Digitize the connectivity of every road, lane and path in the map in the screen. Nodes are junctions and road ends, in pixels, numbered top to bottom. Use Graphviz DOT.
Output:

★ ★ ★

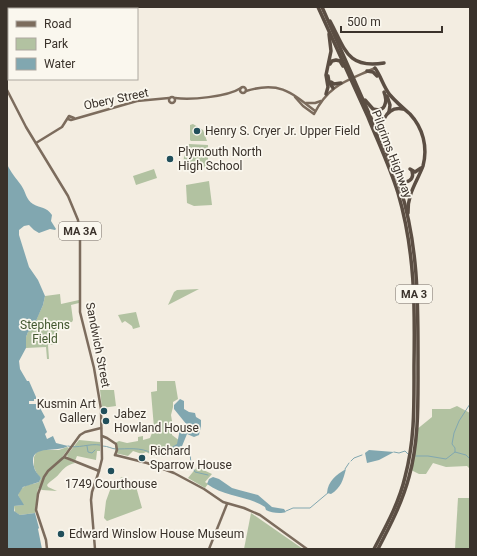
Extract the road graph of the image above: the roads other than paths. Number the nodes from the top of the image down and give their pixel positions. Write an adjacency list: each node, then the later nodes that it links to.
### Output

★ ★ ★

> **Task requirements**: Where in the listing does the string "road" appear? Copy every line that has it.

> **Your response**:
Digitize the connectivity of every road, lane and path in the map in the screen. Nodes are junctions and road ends, in pixels, numbered top to bottom. Use Graphviz DOT.
Extract the road graph of the image above: the roads other than paths. Number the nodes from the top of the image down and give their pixel positions. Write an adjacency list: each node, then the later nodes that it links to.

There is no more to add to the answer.